- Laal Kabootar film poster
- Directed by: Kamal Khan
- Screenplay by: Ali Abbas Naqvi
- Produced by: Kamil Chima Hania Chima Syed Falak
- Starring: Ahmed Ali Akbar Mansha Pasha Rashid Farooqui
- Music by: Taha Malik (music director) Danial Hyatt (background music)
- Production company: Nehr Ghar Films
- Distributed by: Geo Films
- Release date: 22 March 2019;
- Running time: 102 min
- Country: Pakistan
- Language: Urdu
- Box office: Rs. 3.40 crore (US$120,000)

= Laal Kabootar =

2019 Pakistani Urdu-language film

Laal Kabootar is a 2019 Pakistani action crime thriller film directed by Kamal Khan, produced by Hania Chima and Kamil Chima, and written by Ali Abbas Naqvi. Taha Malik is the music director while Danial Hyatt, son of Rohail Hyatt, provides the background score. The film features Ahmed Ali Akbar, Mansha Pasha, Rashid Farooqui, Raza Gillani, Syed Mohammad Ahmed, and Ali Kazmi. The film was released on 22 March 2019.

Laal Kabootar's TV premiere was on 31 August 2019 on Geo Entertainment. It was Pakistan's official entry for the 92nd Academy Awards, but it was not nominated.

== Plot ==
When Alia's (Mansha Pasha) husband, Noman Malik (Ali Kazmi), is murdered in a brutal target killing in Karachi, she seeks answers and revenge. Up against a lazy justice system, as well as a social structure that isn't kind to single women, she pushes ahead in fury. Finally, she comes across Adeel (Ahmed Ali), a cab driver with his own set of troubles. Adeel's dreams of going to Dubai aren't materializing, even though he indulges in petty crimes. He offers to help Alia find her husband's killer in return for money. Alia offers double in return if he kills the assassin instead. Left with no choice, Adeel starts to try and find the assassin with the help of other criminals around him.

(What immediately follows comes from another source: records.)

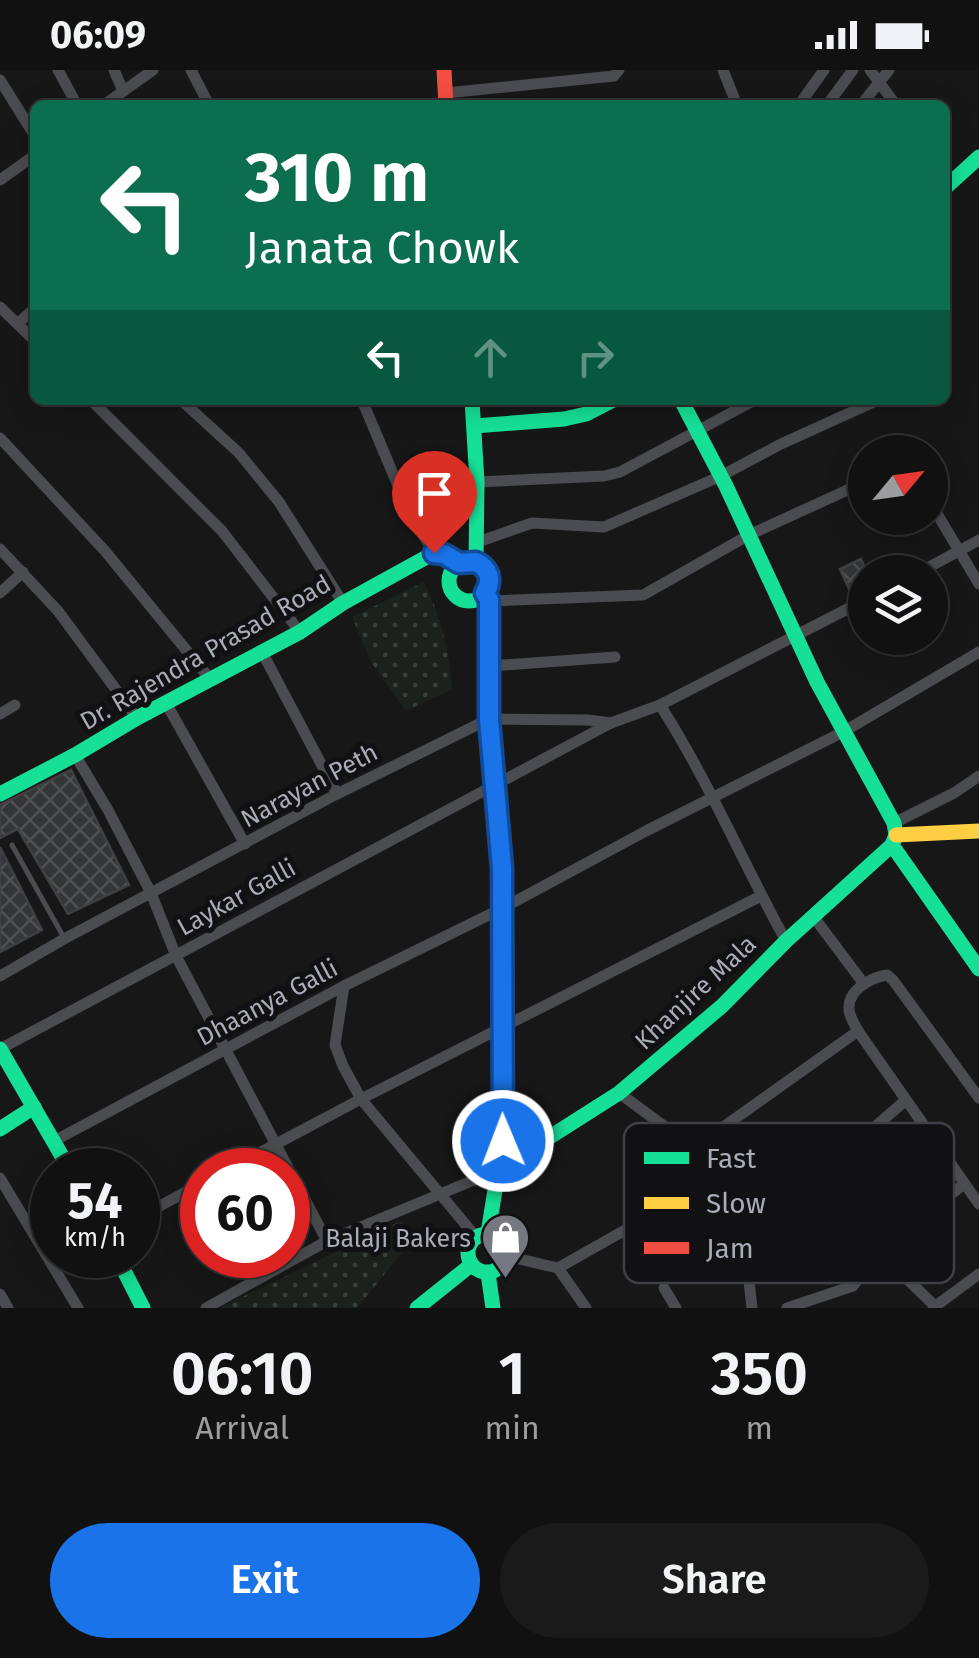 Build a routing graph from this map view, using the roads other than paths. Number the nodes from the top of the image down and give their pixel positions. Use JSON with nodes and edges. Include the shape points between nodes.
{"nodes":[{"id":1,"x":58,"y":70,"type":"edge"},
{"id":2,"x":114,"y":70,"type":"edge"},
{"id":3,"x":152,"y":70,"type":"edge"},
{"id":4,"x":191,"y":70,"type":"edge"},
{"id":5,"x":444,"y":70,"type":"edge"},
{"id":6,"x":619,"y":70,"type":"edge"},
{"id":7,"x":724,"y":70,"type":"edge"},
{"id":8,"x":824,"y":70,"type":"edge"},
{"id":9,"x":853,"y":70,"type":"edge"},
{"id":10,"x":870,"y":70,"type":"edge"},
{"id":11,"x":889,"y":70,"type":"edge"},
{"id":12,"x":0,"y":80,"type":"edge"},
{"id":13,"x":879,"y":83,"type":"junction"},
{"id":14,"x":123,"y":91,"type":"junction"},
{"id":15,"x":446,"y":99,"type":"edge"},
{"id":16,"x":73,"y":100,"type":"edge"},
{"id":17,"x":111,"y":100,"type":"edge"},
{"id":18,"x":206,"y":100,"type":"edge"},
{"id":19,"x":735,"y":100,"type":"edge"},
{"id":20,"x":803,"y":100,"type":"edge"},
{"id":21,"x":831,"y":100,"type":"edge"},
{"id":22,"x":865,"y":100,"type":"edge"},
{"id":23,"x":889,"y":100,"type":"edge"},
{"id":24,"x":30,"y":128,"type":"edge"},
{"id":25,"x":979,"y":157,"type":"edge"},
{"id":26,"x":30,"y":159,"type":"edge"},
{"id":27,"x":0,"y":180,"type":"edge"},
{"id":28,"x":950,"y":183,"type":"edge"},
{"id":29,"x":0,"y":308,"type":"edge"},
{"id":30,"x":30,"y":312,"type":"edge"},
{"id":31,"x":18,"y":323,"type":"junction"},
{"id":32,"x":30,"y":336,"type":"edge"},
{"id":33,"x":96,"y":405,"type":"edge"},
{"id":34,"x":186,"y":405,"type":"edge"},
{"id":35,"x":364,"y":405,"type":"edge"},
{"id":36,"x":472,"y":405,"type":"edge"},
{"id":37,"x":603,"y":405,"type":"edge"},
{"id":38,"x":684,"y":405,"type":"edge"},
{"id":39,"x":746,"y":405,"type":"edge"},
{"id":40,"x":867,"y":405,"type":"edge"},
{"id":41,"x":474,"y":426,"type":"junction"},
{"id":42,"x":698,"y":430,"type":"junction"},
{"id":43,"x":0,"y":438,"type":"edge"},
{"id":44,"x":721,"y":476,"type":"junction"},
{"id":45,"x":477,"y":482,"type":"junction"},
{"id":46,"x":848,"y":490,"type":"edge"},
{"id":47,"x":948,"y":532,"type":"edge"},
{"id":48,"x":749,"y":535,"type":"junction"},
{"id":49,"x":979,"y":540,"type":"edge"},
{"id":50,"x":478,"y":542,"type":"junction"},
{"id":51,"x":0,"y":549,"type":"edge"},
{"id":52,"x":960,"y":552,"type":"junction"},
{"id":53,"x":434,"y":553,"type":"junction"},
{"id":54,"x":948,"y":558,"type":"edge"},
{"id":55,"x":467,"y":562,"type":"junction"},
{"id":56,"x":24,"y":572,"type":"junction"},
{"id":57,"x":979,"y":584,"type":"edge"},
{"id":58,"x":0,"y":593,"type":"edge"},
{"id":59,"x":488,"y":602,"type":"junction"},
{"id":60,"x":343,"y":603,"type":"junction"},
{"id":61,"x":848,"y":609,"type":"edge"},
{"id":62,"x":300,"y":632,"type":"junction"},
{"id":63,"x":794,"y":636,"type":"junction"},
{"id":64,"x":262,"y":652,"type":"junction"},
{"id":65,"x":979,"y":652,"type":"edge"},
{"id":66,"x":616,"y":658,"type":"dead end"},
{"id":67,"x":490,"y":666,"type":"junction"},
{"id":68,"x":210,"y":679,"type":"junction"},
{"id":69,"x":166,"y":703,"type":"junction"},
{"id":70,"x":660,"y":705,"type":"junction"},
{"id":71,"x":15,"y":706,"type":"dead end"},
{"id":72,"x":0,"y":714,"type":"edge"},
{"id":73,"x":137,"y":718,"type":"junction"},
{"id":74,"x":489,"y":719,"type":"junction"},
{"id":75,"x":611,"y":723,"type":"junction"},
{"id":76,"x":843,"y":732,"type":"junction"},
{"id":77,"x":76,"y":754,"type":"junction"},
{"id":78,"x":979,"y":776,"type":"edge"},
{"id":79,"x":495,"y":786,"type":"junction"},
{"id":80,"x":0,"y":794,"type":"edge"},
{"id":81,"x":337,"y":794,"type":"junction"},
{"id":82,"x":712,"y":798,"type":"junction"},
{"id":83,"x":979,"y":831,"type":"edge"},
{"id":84,"x":894,"y":834,"type":"junction"},
{"id":85,"x":244,"y":844,"type":"junction"},
{"id":86,"x":12,"y":845,"type":"dead end"},
{"id":87,"x":151,"y":893,"type":"junction"},
{"id":88,"x":761,"y":896,"type":"junction"},
{"id":89,"x":502,"y":908,"type":"junction"},
{"id":90,"x":813,"y":916,"type":"junction"},
{"id":91,"x":64,"y":939,"type":"junction"},
{"id":92,"x":786,"y":941,"type":"junction"},
{"id":93,"x":176,"y":956,"type":"junction"},
{"id":94,"x":979,"y":970,"type":"edge"},
{"id":95,"x":0,"y":976,"type":"edge"},
{"id":96,"x":864,"y":984,"type":"junction"},
{"id":97,"x":344,"y":986,"type":"junction"},
{"id":98,"x":503,"y":1027,"type":"junction"},
{"id":99,"x":858,"y":1031,"type":"junction"},
{"id":100,"x":226,"y":1048,"type":"junction"},
{"id":101,"x":0,"y":1049,"type":"edge"},
{"id":102,"x":619,"y":1093,"type":"junction"},
{"id":103,"x":979,"y":1098,"type":"edge"},
{"id":104,"x":361,"y":1099,"type":"junction"},
{"id":105,"x":906,"y":1100,"type":"junction"},
{"id":106,"x":34,"y":1107,"type":"junction"},
{"id":107,"x":660,"y":1123,"type":"edge"},
{"id":108,"x":729,"y":1123,"type":"edge"},
{"id":109,"x":879,"y":1123,"type":"edge"},
{"id":110,"x":922,"y":1123,"type":"edge"},
{"id":111,"x":0,"y":1129,"type":"edge"},
{"id":112,"x":54,"y":1141,"type":"junction"},
{"id":113,"x":276,"y":1144,"type":"junction"},
{"id":114,"x":58,"y":1148,"type":"edge"},
{"id":115,"x":268,"y":1148,"type":"edge"},
{"id":116,"x":498,"y":1170,"type":"junction"},
{"id":117,"x":954,"y":1170,"type":"edge"},
{"id":118,"x":0,"y":1178,"type":"edge"},
{"id":119,"x":964,"y":1184,"type":"junction"},
{"id":120,"x":954,"y":1192,"type":"edge"},
{"id":121,"x":439,"y":1195,"type":"junction"},
{"id":122,"x":979,"y":1204,"type":"edge"},
{"id":123,"x":624,"y":1231,"type":"edge"},
{"id":124,"x":482,"y":1235,"type":"junction"},
{"id":125,"x":328,"y":1240,"type":"junction"},
{"id":126,"x":506,"y":1256,"type":"junction"},
{"id":127,"x":471,"y":1265,"type":"junction"},
{"id":128,"x":558,"y":1268,"type":"junction"},
{"id":129,"x":488,"y":1273,"type":"junction"},
{"id":130,"x":979,"y":1274,"type":"edge"},
{"id":131,"x":128,"y":1278,"type":"edge"},
{"id":132,"x":749,"y":1283,"type":"edge"},
{"id":133,"x":855,"y":1283,"type":"edge"},
{"id":134,"x":911,"y":1283,"type":"edge"},
{"id":135,"x":664,"y":1288,"type":"dead end"},
{"id":136,"x":0,"y":1294,"type":"edge"},
{"id":137,"x":935,"y":1307,"type":"edge"},
{"id":138,"x":8,"y":1308,"type":"edge"},
{"id":139,"x":78,"y":1308,"type":"edge"},
{"id":140,"x":143,"y":1308,"type":"edge"},
{"id":141,"x":206,"y":1308,"type":"edge"},
{"id":142,"x":417,"y":1308,"type":"edge"},
{"id":143,"x":493,"y":1308,"type":"edge"},
{"id":144,"x":586,"y":1308,"type":"edge"},
{"id":145,"x":676,"y":1308,"type":"edge"},
{"id":146,"x":752,"y":1308,"type":"edge"},
{"id":147,"x":787,"y":1308,"type":"edge"}],
"edges":[{"from":1,"to":16,"type":"street"},
{"from":2,"to":14,"type":"street"},
{"from":3,"to":14,"type":"street"},
{"from":4,"to":18,"type":"street"},
{"from":5,"to":15,"type":"main road"},
{"from":6,"to":15,"type":"street","via":[[614,76]]},
{"from":7,"to":19,"type":"street"},
{"from":8,"to":20,"type":"street"},
{"from":9,"to":21,"type":"street"},
{"from":10,"to":13,"type":"street"},
{"from":11,"to":13,"type":"street"},
{"from":12,"to":24,"type":"street"},
{"from":13,"to":22,"type":"street"},
{"from":13,"to":23,"type":"street"},
{"from":14,"to":17,"type":"street"},
{"from":25,"to":28,"type":"main road"},
{"from":26,"to":27,"type":"street"},
{"from":29,"to":31,"type":"street"},
{"from":30,"to":31,"type":"street"},
{"from":31,"to":32,"type":"street"},
{"from":33,"to":62,"type":"street","via":[[222,531]]},
{"from":34,"to":60,"type":"street","via":[[269,490]]},
{"from":35,"to":53,"type":"street","via":[[409,512]]},
{"from":36,"to":41,"type":"main road"},
{"from":37,"to":41,"type":"main road","via":[[564,419]]},
{"from":38,"to":42,"type":"main road"},
{"from":39,"to":42,"type":"street"},
{"from":40,"to":44,"type":"street"},
{"from":41,"to":45,"type":"main road"},
{"from":42,"to":44,"type":"main road"},
{"from":42,"to":45,"type":"street","via":[[604,476]]},
{"from":43,"to":68,"type":"street"},
{"from":44,"to":48,"type":"main road"},
{"from":44,"to":50,"type":"street","via":[[604,527],[532,523]]},
{"from":45,"to":50,"type":"main road"},
{"from":46,"to":48,"type":"street"},
{"from":47,"to":52,"type":"street"},
{"from":48,"to":59,"type":"street","via":[[642,594]]},
{"from":48,"to":63,"type":"main road"},
{"from":49,"to":52,"type":"street"},
{"from":50,"to":55,"type":"main road"},
{"from":51,"to":56,"type":"street"},
{"from":52,"to":54,"type":"street"},
{"from":52,"to":57,"type":"street"},
{"from":53,"to":55,"type":"main road"},
{"from":53,"to":60,"type":"main road","name":"Dr. Rajendra Prasad Road"},
{"from":55,"to":59,"type":"main road","via":[[488,573]]},
{"from":55,"to":59,"type":"main road","via":[[450,577],[454,594]]},
{"from":56,"to":58,"type":"street"},
{"from":56,"to":73,"type":"street"},
{"from":59,"to":67,"type":"main road"},
{"from":60,"to":62,"type":"main road","name":"Dr. Rajendra Prasad Road"},
{"from":61,"to":63,"type":"street","name":"Laykar Galli"},
{"from":62,"to":64,"type":"main road","name":"Dr. Rajendra Prasad Road"},
{"from":63,"to":70,"type":"street","name":"Laykar Galli"},
{"from":63,"to":76,"type":"main road"},
{"from":64,"to":68,"type":"main road","name":"Dr. Rajendra Prasad Road"},
{"from":64,"to":81,"type":"street"},
{"from":65,"to":76,"type":"street","name":"Dhaanya Galli"},
{"from":66,"to":67,"type":"street"},
{"from":67,"to":74,"type":"main road"},
{"from":68,"to":69,"type":"main road","name":"Dr. Rajendra Prasad Road"},
{"from":69,"to":73,"type":"main road","name":"Dr. Rajendra Prasad Road"},
{"from":69,"to":85,"type":"street"},
{"from":70,"to":75,"type":"street","name":"Laykar Galli"},
{"from":70,"to":82,"type":"street"},
{"from":71,"to":72,"type":"street"},
{"from":73,"to":77,"type":"main road","name":"Dr. Rajendra Prasad Road"},
{"from":74,"to":75,"type":"street"},
{"from":74,"to":79,"type":"main road"},
{"from":74,"to":81,"type":"street","name":"Narayan Peth"},
{"from":75,"to":79,"type":"street","name":"Laykar Galli"},
{"from":76,"to":82,"type":"street","name":"Dhaanya Galli"},
{"from":76,"to":84,"type":"main road"},
{"from":77,"to":80,"type":"main road","name":"Dr. Rajendra Prasad Road"},
{"from":77,"to":87,"type":"street"},
{"from":78,"to":84,"type":"street"},
{"from":79,"to":89,"type":"main road"},
{"from":79,"to":93,"type":"street","name":"Laykar Galli"},
{"from":81,"to":85,"type":"street","name":"Narayan Peth"},
{"from":82,"to":88,"type":"street"},
{"from":82,"to":89,"type":"street","name":"Dhaanya Galli"},
{"from":83,"to":84,"type":"main road"},
{"from":84,"to":90,"type":"main road","name":"Khanjire Mala"},
{"from":84,"to":94,"type":"main road"},
{"from":85,"to":87,"type":"street","name":"Narayan Peth"},
{"from":86,"to":91,"type":"lane"},
{"from":87,"to":91,"type":"street","name":"Narayan Peth"},
{"from":87,"to":93,"type":"street"},
{"from":88,"to":92,"type":"street"},
{"from":88,"to":98,"type":"street"},
{"from":89,"to":97,"type":"street","name":"Dhaanya Galli"},
{"from":89,"to":98,"type":"main road"},
{"from":90,"to":92,"type":"main road","name":"Khanjire Mala"},
{"from":90,"to":96,"type":"street"},
{"from":91,"to":95,"type":"street","name":"Narayan Peth"},
{"from":92,"to":102,"type":"main road","name":"Khanjire Mala"},
{"from":93,"to":100,"type":"street"},
{"from":93,"to":101,"type":"street","name":"Laykar Galli"},
{"from":96,"to":99,"type":"street","via":[[849,1005]]},
{"from":96,"to":103,"type":"street","via":[[880,975],[893,980]]},
{"from":97,"to":100,"type":"street","name":"Dhaanya Galli"},
{"from":97,"to":104,"type":"street","via":[[335,1044]]},
{"from":98,"to":104,"type":"street"},
{"from":98,"to":116,"type":"main road"},
{"from":99,"to":105,"type":"street"},
{"from":99,"to":108,"type":"street"},
{"from":100,"to":112,"type":"street","name":"Dhaanya Galli"},
{"from":100,"to":113,"type":"street"},
{"from":101,"to":106,"type":"main road"},
{"from":102,"to":107,"type":"street"},
{"from":102,"to":116,"type":"main road","name":"Khanjire Mala"},
{"from":104,"to":113,"type":"street"},
{"from":104,"to":121,"type":"street"},
{"from":105,"to":109,"type":"street"},
{"from":105,"to":110,"type":"street"},
{"from":106,"to":111,"type":"main road"},
{"from":106,"to":112,"type":"main road"},
{"from":112,"to":114,"type":"main road"},
{"from":113,"to":115,"type":"street"},
{"from":113,"to":125,"type":"street"},
{"from":116,"to":121,"type":"street"},
{"from":116,"to":124,"type":"main road"},
{"from":117,"to":119,"type":"street"},
{"from":118,"to":139,"type":"street"},
{"from":119,"to":120,"type":"street"},
{"from":119,"to":122,"type":"street"},
{"from":121,"to":124,"type":"street"},
{"from":121,"to":125,"type":"street"},
{"from":123,"to":128,"type":"street"},
{"from":124,"to":126,"type":"main road","via":[[500,1238]]},
{"from":124,"to":127,"type":"main road","via":[[471,1241]]},
{"from":125,"to":141,"type":"street"},
{"from":126,"to":128,"type":"street"},
{"from":126,"to":129,"type":"main road"},
{"from":127,"to":129,"type":"main road"},
{"from":127,"to":142,"type":"main road"},
{"from":128,"to":144,"type":"street"},
{"from":129,"to":143,"type":"main road"},
{"from":130,"to":137,"type":"street"},
{"from":131,"to":140,"type":"main road"},
{"from":132,"to":146,"type":"street"},
{"from":133,"to":147,"type":"street"},
{"from":134,"to":137,"type":"street"},
{"from":135,"to":145,"type":"street"},
{"from":136,"to":138,"type":"street"}]}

Alia reaches out to Inspector Ibrahim (Rashid Farooqui), a corrupt police officer who doesn't seem much interested in her case and instead mocks her for struggling to find the assassin. However, the inspector is investigating a case involving Adeel on the other side, resulting in a raid on his house that he narrowly escapes. The two cases become connected when it's discovered that a business tycoon is behind all these crimes. A greedy Inspector Ibrahim arranges a meeting with him and tries convincing him for a bribe, but the man rejects his offer and gives him a measly 5000 rupees, asking him to leave. Infuriated, Ibrahim smashes his car's windows and puts forth his demand: if he isn't paid 20 million, he will now charge the man with murder and land theft.

On the other hand, Adeel finally tracks down Noman's assassin. He poses as an innocent man visiting his place, but the assassin already has a trap planned for him. Adeel is threatened to be killed unless he reveals Alia's identity but he stays steadfast and doesn't do so. As the assassin is about to kill him, Adeel reveals a hidden pistol and shoots one of the men in the leg, causing panic. He manages to shoot the assassin through the ear as well and narrowly escapes.

The business tycoon sends gangsters to attack Inspector Ibrahim's house who survives but his daughter is killed in the confusion, leaving the inspector completely heartbroken. Enraged and hopeless, he plans a grand attack on the tycoon's mansion, and sneaks in with a lot of police. However, they discover that the man already has a lot of security in place.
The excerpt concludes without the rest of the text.